Prophylactic Cesarean Section at Term? Excerpts

Feldman GB, Friedman JA; N Engl J Med 1985;312:1264-1276

Here is a short excerpt:

p. 1266 ….the number of extra women dying as a result of a complete shift to prophylactic cesarean section at term would be 5.3 per 100,000…. This may be the proper moment to recall that the number of fetuses expected to suffer a disaster after reaching lung maturity is between 1 in 50 to 1 in 500. … if it could save even a fraction of the babies at risk, these calculations would seem to raise the possibility that a shift toward prophylactic cesarean section at term might save a substantial number of potentially healthy infants at a relatively low cost of excess maternal mortality.
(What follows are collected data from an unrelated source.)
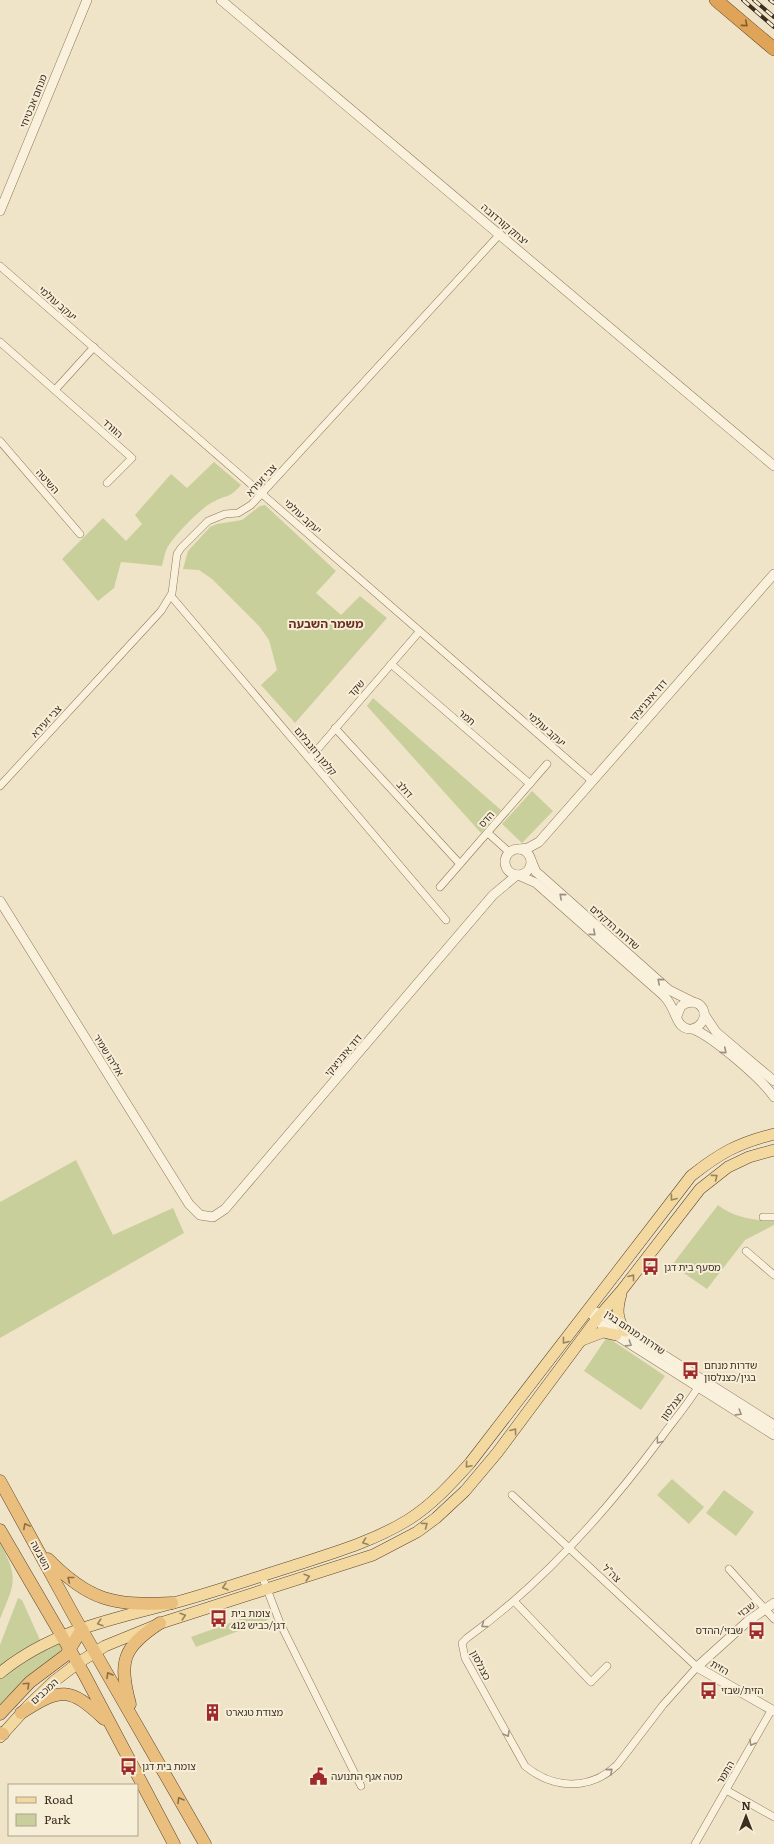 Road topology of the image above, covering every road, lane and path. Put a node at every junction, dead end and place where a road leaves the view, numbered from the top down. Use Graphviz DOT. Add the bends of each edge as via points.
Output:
graph roads {
  1 [pos="87,0"];
  2 [pos="221,0"];
  3 [pos="716,0"];
  4 [pos="774,49"];
  5 [pos="0,210"];
  6 [pos="500,234"];
  7 [pos="0,266"];
  8 [pos="0,342"];
  9 [pos="94,347"];
  10 [pos="55,390"];
  11 [pos="0,441"];
  12 [pos="774,466"];
  13 [pos="107,483"];
  14 [pos="263,494"];
  15 [pos="80,534"];
  16 [pos="774,574"];
  17 [pos="170,596"];
  18 [pos="419,632"];
  19 [pos="391,664"];
  20 [pos="335,728"];
  21 [pos="310,758"];
  22 [pos="548,764"];
  23 [pos="592,781"];
  24 [pos="530,784"];
  25 [pos="0,786"];
  26 [pos="488,833"];
  27 [pos="539,842"];
  28 [pos="520,849"];
  29 [pos="509,852"];
  30 [pos="531,859"];
  31 [pos="460,864"];
  32 [pos="505,866"];
  33 [pos="518,875"];
  34 [pos="440,887"];
  35 [pos="493,895"];
  36 [pos="0,901"];
  37 [pos="446,920"];
  38 [pos="693,1002"];
  39 [pos="704,1014"];
  40 [pos="677,1016"];
  41 [pos="692,1029"];
  42 [pos="774,1081"];
  43 [pos="774,1097"];
  44 [pos="774,1130"];
  45 [pos="774,1134"];
  46 [pos="762,1137"];
  47 [pos="774,1150"];
  48 [pos="203,1216"];
  49 [pos="763,1217"];
  50 [pos="774,1217"];
  51 [pos="746,1251"];
  52 [pos="774,1275"];
  53 [pos="622,1290"];
  54 [pos="589,1310"];
  55 [pos="599,1317"];
  56 [pos="620,1333"];
  57 [pos="582,1340"];
  58 [pos="701,1384"];
  59 [pos="774,1425"];
  60 [pos="774,1435"];
  61 [pos="0,1481"];
  62 [pos="0,1489"];
  63 [pos="512,1494"];
  64 [pos="14,1504"];
  65 [pos="0,1530"];
  66 [pos="37,1547"];
  67 [pos="570,1547"];
  68 [pos="729,1569"];
  69 [pos="262,1576"];
  70 [pos="267,1590"];
  71 [pos="515,1602"];
  72 [pos="172,1603"];
  73 [pos="774,1603"];
  74 [pos="765,1609"];
  75 [pos="774,1619"];
  76 [pos="160,1623"];
  77 [pos="82,1629"];
  78 [pos="62,1636"];
  79 [pos="70,1650"];
  80 [pos="95,1652"];
  81 [pos="78,1663"];
  82 [pos="607,1666"];
  83 [pos="697,1667"];
  84 [pos="0,1673"];
  85 [pos="773,1710"];
  86 [pos="21,1713"];
  87 [pos="0,1714"];
  88 [pos="135,1720"];
  89 [pos="111,1725"];
  90 [pos="1,1735"];
  91 [pos="361,1786"];
  92 [pos="726,1790"];
  93 [pos="774,1817"];
  94 [pos="174,1844"];
  95 [pos="205,1844"];
  96 [pos="694,1844"];
  1 -- 5 [label="street, מנחם אבטיחי"];
  2 -- 6 [label="street, יצחק קורדובה"];
  3 -- 4 [label="highway, one-way"];
  6 -- 12 [label="street, יצחק קורדובה"];
  6 -- 14 [label="street, צבי זעירא"];
  7 -- 9 [label="street, יעקב עולמי"];
  8 -- 10 [label="street, הוורד"];
  9 -- 10 [label="street"];
  9 -- 14 [label="street, יעקב עולמי"];
  10 -- 13 [label="street, הוורד" via="132,458"];
  11 -- 15 [label="street, השיטה"];
  14 -- 17 [label="street, צבי זעירא" via="243,510 208,521 182,548 177,554"];
  14 -- 18 [label="street, יעקב עולמי"];
  16 -- 23 [label="street, דוד איבניצקי"];
  17 -- 21 [label="street, קלמן רוזנבלום"];
  17 -- 25 [label="street, צבי זעירא" via="161,611"];
  18 -- 19 [label="street, שקד"];
  18 -- 23 [label="street, יעקב עולמי"];
  19 -- 20 [label="street, שקד"];
  19 -- 24 [label="street, תמר"];
  20 -- 21 [label="street, שקד"];
  20 -- 31 [label="street, דולב"];
  21 -- 37 [label="street, קלמן רוזנבלום"];
  22 -- 24 [label="street, הדס"];
  23 -- 27 [label="street, דוד איבניצקי"];
  24 -- 26 [label="street, הדס"];
  26 -- 29 [label="street"];
  26 -- 31 [label="street, הדס"];
  27 -- 28 [label="street, דוד איבניצקי"];
  27 -- 30 [label="street, דוד איבניצקי"];
  28 -- 29 [label="street"];
  28 -- 30 [label="street" via="528,853"];
  29 -- 32 [label="street"];
  30 -- 33 [label="street" via="528,870"];
  38 -- 30 [label="street, שדרות הדקלים, one-way" via="678,996 536,872"];
  31 -- 34 [label="street, הדס"];
  32 -- 33 [label="street" via="511,873"];
  32 -- 35 [label="street, דוד איבניצקי"];
  33 -- 35 [label="street, דוד איבניצקי"];
  33 -- 40 [label="street, שדרות הדקלים, one-way" via="536,883 658,991 670,1002"];
  35 -- 48 [label="street, דוד איבניצקי" via="225,1209 213,1217"];
  36 -- 48 [label="street, אליהו שמיר" via="189,1204"];
  38 -- 39 [label="street" via="701,1006"];
  38 -- 40 [label="street" via="681,1006"];
  39 -- 41 [label="street" via="702,1022"];
  39 -- 42 [label="street" via="716,1032"];
  40 -- 41 [label="street" via="680,1024"];
  41 -- 43 [label="street, one-way" via="706,1035 761,1082"];
  44 -- 46 [label="main road"];
  45 -- 46 [label="main road"];
  46 -- 54 [label="main road, one-way" via="740,1143 691,1176"];
  53 -- 47 [label="main road, המכבים, one-way" via="700,1189 728,1167"];
  49 -- 50 [label="street"];
  51 -- 52 [label="street"];
  53 -- 55 [label="main road, המכבים"];
  53 -- 56 [label="main road" via="617,1313"];
  54 -- 55 [label="street, שדרות מנחם בגין"];
  54 -- 69 [label="main road, one-way" via="470,1463 443,1493 409,1520 367,1542"];
  55 -- 56 [label="street, שדרות מנחם בגין"];
  55 -- 57 [label="main road, המכבים"];
  56 -- 57 [label="main road" via="603,1332"];
  56 -- 58 [label="street, שדרות מנחם בגין"];
  70 -- 57 [label="main road, המכבים, one-way" via="373,1555 417,1532 436,1518 481,1472"];
  58 -- 59 [label="street, שדרות מנחם בגין"];
  58 -- 60 [label="street, שדרות מנחם בגין, one-way"];
  58 -- 67 [label="street, כצנלסון, one-way" via="629,1480"];
  61 -- 64 [label="highway, השבעה"];
  62 -- 64 [label="highway"];
  63 -- 67 [label="street, צה\"ל"];
  66 -- 64 [label="highway, השבעה, one-way"];
  65 -- 78 [label="highway"];
  72 -- 66 [label="highway, one-way" via="127,1604 94,1596 64,1574"];
  66 -- 77 [label="highway, השבעה"];
  67 -- 71 [label="street, כצנלסון"];
  67 -- 83 [label="street, צה\"ל"];
  68 -- 74 [label="street"];
  69 -- 70 [label="street"];
  69 -- 72 [label="main road, one-way"];
  76 -- 70 [label="main road, המכבים, one-way"];
  70 -- 91 [label="street" via="280,1623"];
  71 -- 82 [label="street" via="591,1682"];
  71 -- 83 [label="street, כצנלסון, one-way" via="467,1638 462,1643 462,1650 525,1766 545,1779 572,1784 586,1783 608,1774 663,1704"];
  72 -- 77 [label="main road, one-way"];
  73 -- 74 [label="street, שבזי"];
  74 -- 75 [label="street"];
  74 -- 83 [label="street, שבזי"];
  76 -- 80 [label="main road, המכבים"];
  76 -- 88 [label="highway" via="137,1640 126,1657 124,1677"];
  77 -- 78 [label="main road"];
  77 -- 79 [label="highway"];
  77 -- 80 [label="highway, השבעה"];
  78 -- 79 [label="highway"];
  78 -- 84 [label="main road" via="35,1647"];
  79 -- 81 [label="highway"];
  87 -- 79 [label="highway, one-way" via="30,1682"];
  80 -- 81 [label="main road, המכבים"];
  88 -- 80 [label="highway, השבעה, one-way"];
  81 -- 86 [label="main road, המכבים" via="44,1690"];
  81 -- 89 [label="highway"];
  83 -- 85 [label="street, הזית"];
  85 -- 92 [label="street, התמר, one-way"];
  86 -- 89 [label="highway" via="54,1695 68,1694 89,1704"];
  86 -- 90 [label="main road, המכבים"];
  95 -- 88 [label="highway, one-way"];
  89 -- 94 [label="highway"];
  92 -- 93 [label="street"];
  92 -- 96 [label="street, התמר"];
} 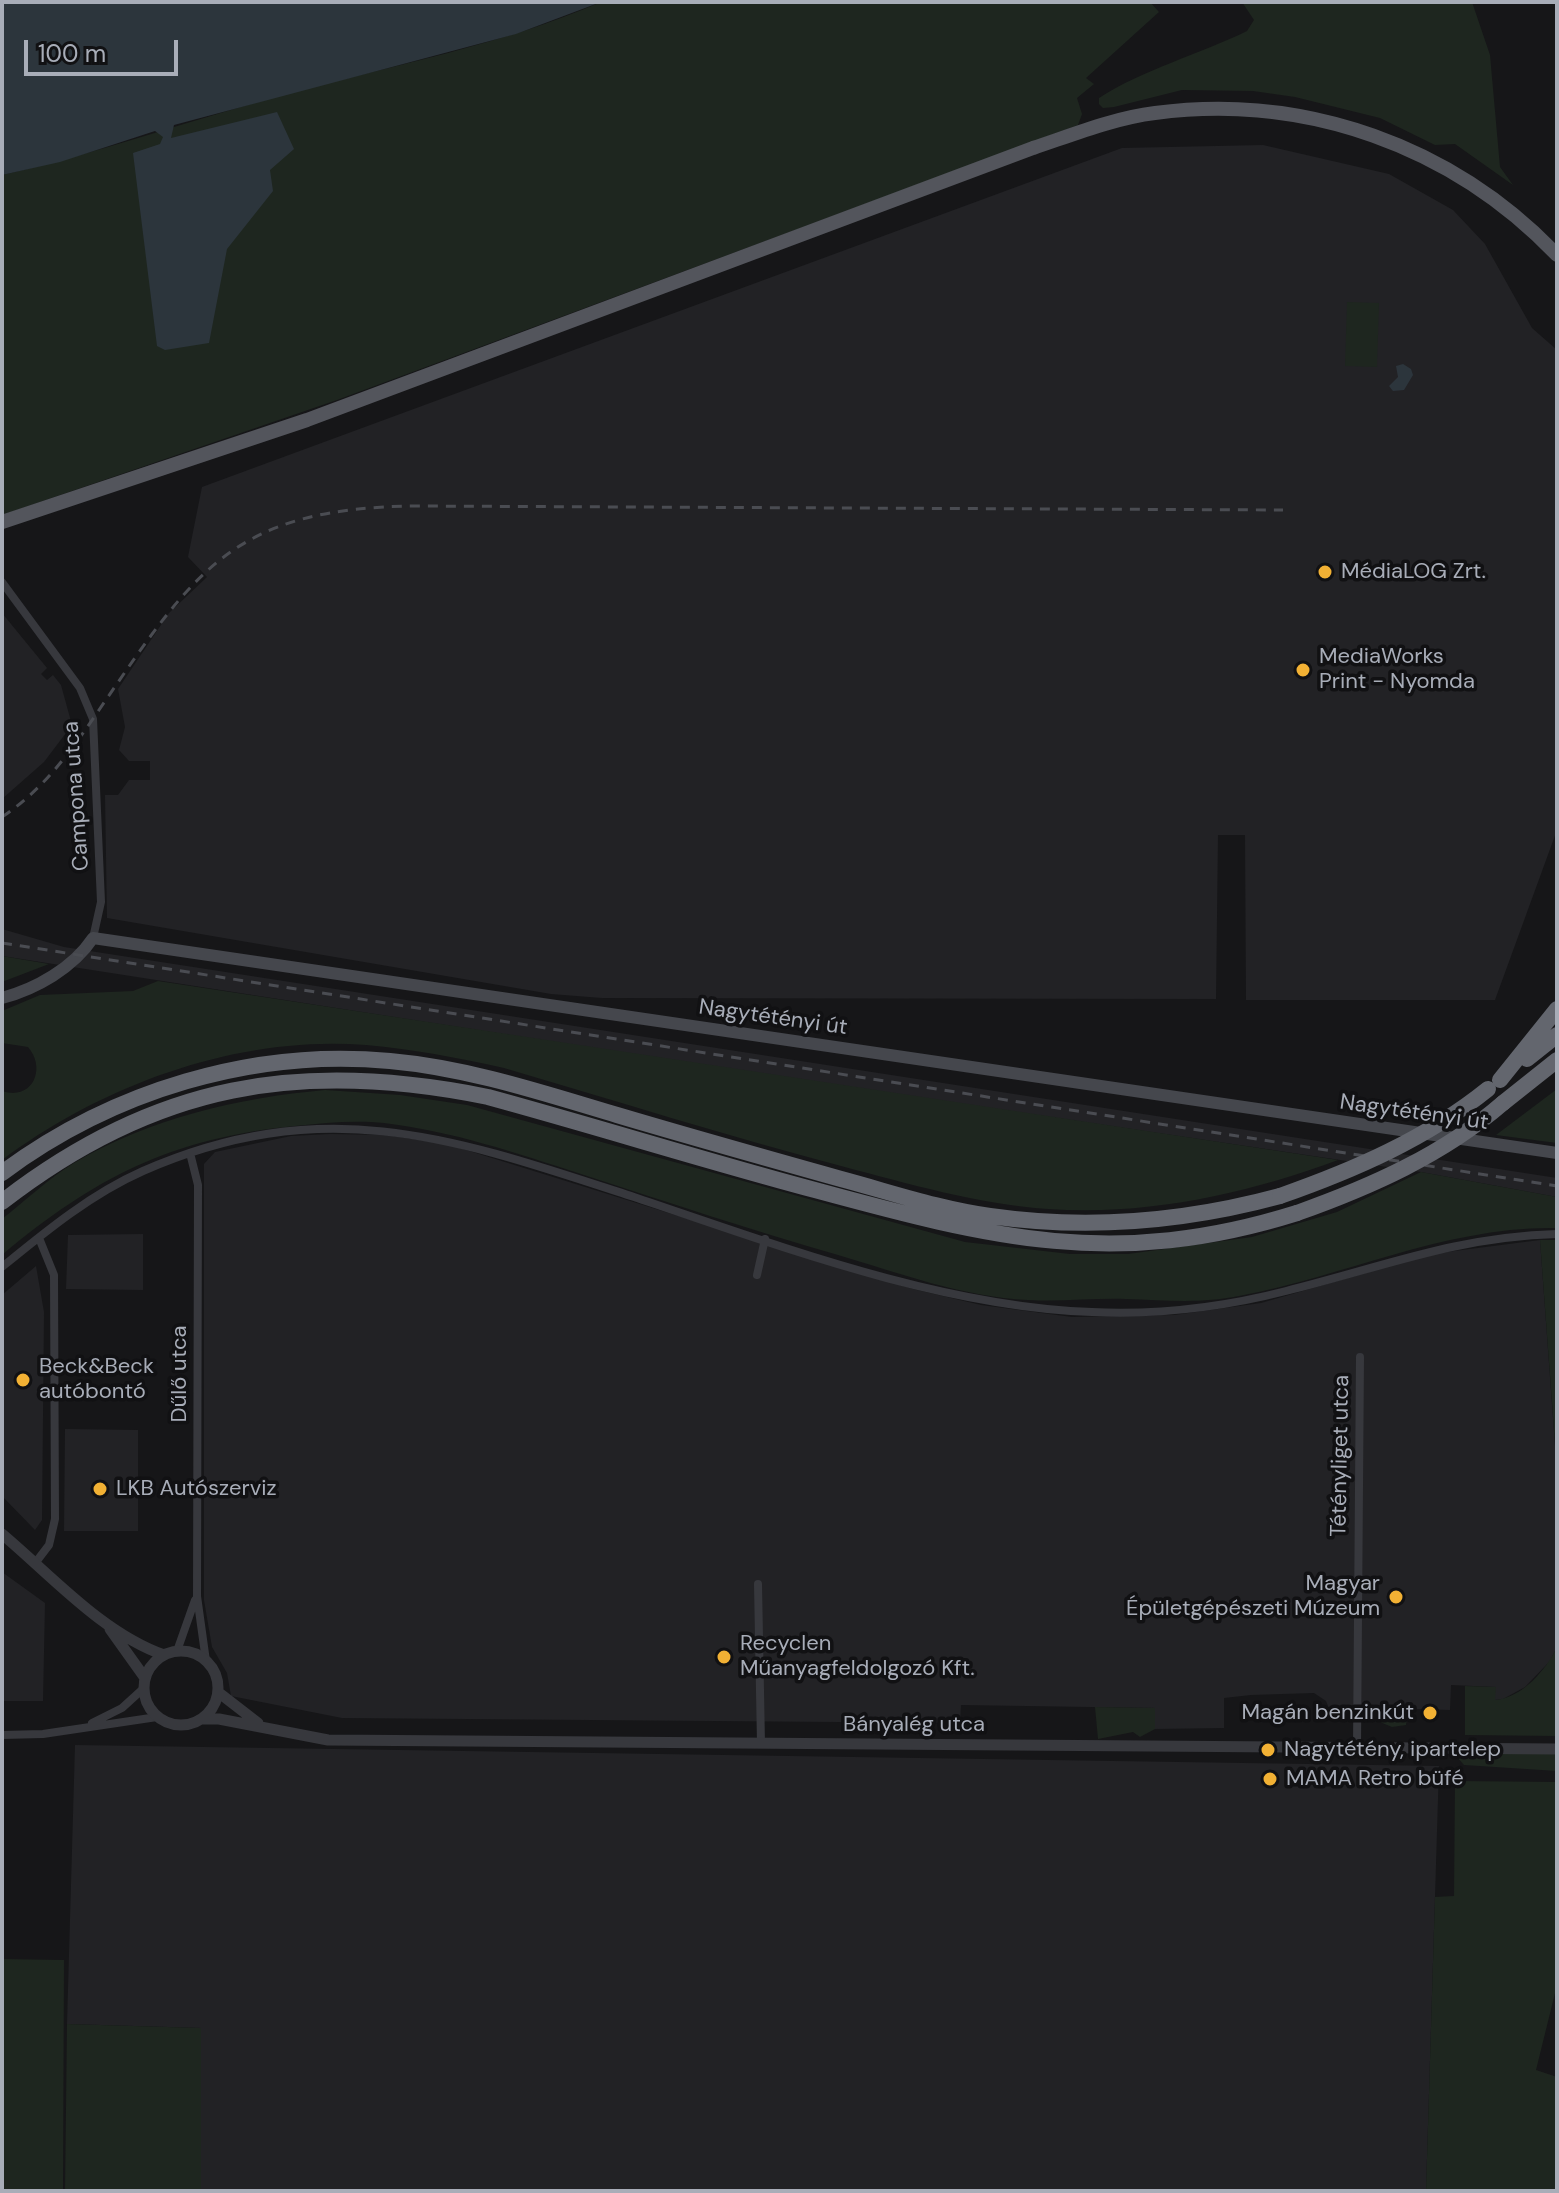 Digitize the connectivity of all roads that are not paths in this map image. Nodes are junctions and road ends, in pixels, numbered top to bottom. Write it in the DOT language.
graph roads {
  1 [pos="1557,255"];
  2 [pos="2,522"];
  3 [pos="2,582"];
  4 [pos="93,938"];
  5 [pos="2,998"];
  6 [pos="1557,1009"];
  7 [pos="1557,1035"];
  8 [pos="1557,1060"];
  9 [pos="1494,1085"];
  10 [pos="190,1153"];
  11 [pos="1557,1153"];
  12 [pos="2,1173"];
  13 [pos="2,1202"];
  14 [pos="1557,1234"];
  15 [pos="39,1238"];
  16 [pos="765,1239"];
  17 [pos="2,1267"];
  18 [pos="757,1275"];
  19 [pos="1360,1357"];
  20 [pos="2,1534"];
  21 [pos="36,1562"];
  22 [pos="758,1584"];
  23 [pos="197,1596"];
  24 [pos="102,1620"];
  25 [pos="177,1651"];
  26 [pos="164,1655"];
  27 [pos="206,1661"];
  28 [pos="144,1683"];
  29 [pos="218,1692"];
  30 [pos="157,1717"];
  31 [pos="202,1719"];
  32 [pos="85,1727"];
  33 [pos="272,1730"];
  34 [pos="2,1735"];
  35 [pos="761,1744"];
  36 [pos="1357,1747"];
  37 [pos="1557,1749"];
  1 -- 2 [label="main road"];
  3 -- 4 [label="street, Campona utca"];
  4 -- 5 [label="main road"];
  4 -- 11 [label="main road, Nagytétényi út"];
  6 -- 9 [label="highway"];
  7 -- 9 [label="highway"];
  8 -- 13 [label="highway, bridge"];
  9 -- 12 [label="highway, bridge"];
  10 -- 15 [label="street"];
  10 -- 16 [label="street"];
  10 -- 23 [label="street, Dűlő utca"];
  14 -- 16 [label="street"];
  15 -- 17 [label="street"];
  15 -- 21 [label="street"];
  16 -- 18 [label="street"];
  19 -- 36 [label="street, Tétényliget utca"];
  20 -- 21 [label="street"];
  21 -- 24 [label="street"];
  22 -- 35 [label="street"];
  23 -- 25 [label="street, Dűlő utca"];
  23 -- 27 [label="street, Dűlő utca"];
  24 -- 26 [label="street"];
  24 -- 28 [label="street"];
  25 -- 26 [label="street"];
  25 -- 27 [label="street"];
  26 -- 28 [label="street, Bányalég utca"];
  27 -- 29 [label="street, Bányalég utca"];
  28 -- 30 [label="street"];
  28 -- 32 [label="street, Bányalég utca"];
  29 -- 31 [label="street"];
  29 -- 33 [label="street, Bányalég utca"];
  30 -- 31 [label="street, Bányalég utca"];
  30 -- 32 [label="street, Bányalég utca"];
  31 -- 33 [label="street, Bányalég utca"];
  32 -- 34 [label="street, Bányalég utca"];
  33 -- 35 [label="street, Bányalég utca"];
  35 -- 36 [label="street, Bányalég utca"];
  36 -- 37 [label="street, Bányalég utca"];
}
We probably would not vary our procedures if the cost of saving the baby’s life were the loss of the mother’s. But what if it were a question of 2 babies saved per mother lost, or 5 or 10 or (as our calculations roughly suggest) as many as 36 or 360? …. Is there some ratio of fetal gain to maternal loss that would unequivocally justify a wider application of this procedure? [editor note: with its increased maternal deaths?]

p. 1267….is it tenable for us to continue to fail to inform patients explicitly of the very real risks associated with the passive anticipation of vaginal delivery after fetal lung maturity has been reached? If a patient considers the procedure and decides against it, must she then be required to sign a consent form for the attempted vaginal delivery? [emphasis added]


Once again we are back to the strangely familiar words of Dr Gawande in his 2006 New Yorker article, words and ideas that track exactly with Drs Feldmen and Friedman.

“….. one out of five hundred babies who are healthy and kicking at thirty-nine weeks dies before or during childbirth—a historically low rate, but obstetricians have reason to believe that scheduled C-sections could avert at least some of these deaths. Many argue that the results for mothers are safe, too.”

Am I the only one disturbed by the idea of eliminating normal birth based on unexamined and unscientific criteria and the weakly modified verbs such as “reason to believe” “could avert at least some of these deaths”? Would you fly on an airline that claimed to “believe” that “at least some” of their planes “could” land safely?

Am I the only one that sees gender politics here reminiscent of the last century’s attempt to gloss over the right of adult, mentally-competent women to control their fertility or to terminate a pregnancy that threatened their own lives and exposed existing children to the possibility of being orphaned?

Isn’t this just another round of the dubious abstract theory of ‘buying us better babies’, no matter what the risks, who is hurt or how much it costs? This theory readily gives rise to the notion that a pregnant woman’s value is simply as fetal container. She is expected to demur without question to ‘professional advice’ and to willingly sacrifice her or suffer permanent disability on the mere possibility that obstetrical profession “believes” they “could avert at least some” of the dangers? As for idea that the maternal request Cesarean is the highest expression of reproductive “choice”, I’d have to point out that women ask for Cesareans for the same reason that smokers buy cigarettes – a huge industry has spent a ton of money to convince them that it’s desirable. Medically-unnecessary Cesareans are to healthy childbearing what cigarettes are to healthy lung function. As with cigarette smoking, some people do indeed benefit but it is not the smoker or the in this case, not the childbearing family or society.

At the risk of sounding like a broken record, can you say “physiological package” for healthy women with normal pregnancies?

Now tell me again why investigative journalists are so disinterested in this, the most important untold story of the 20th century?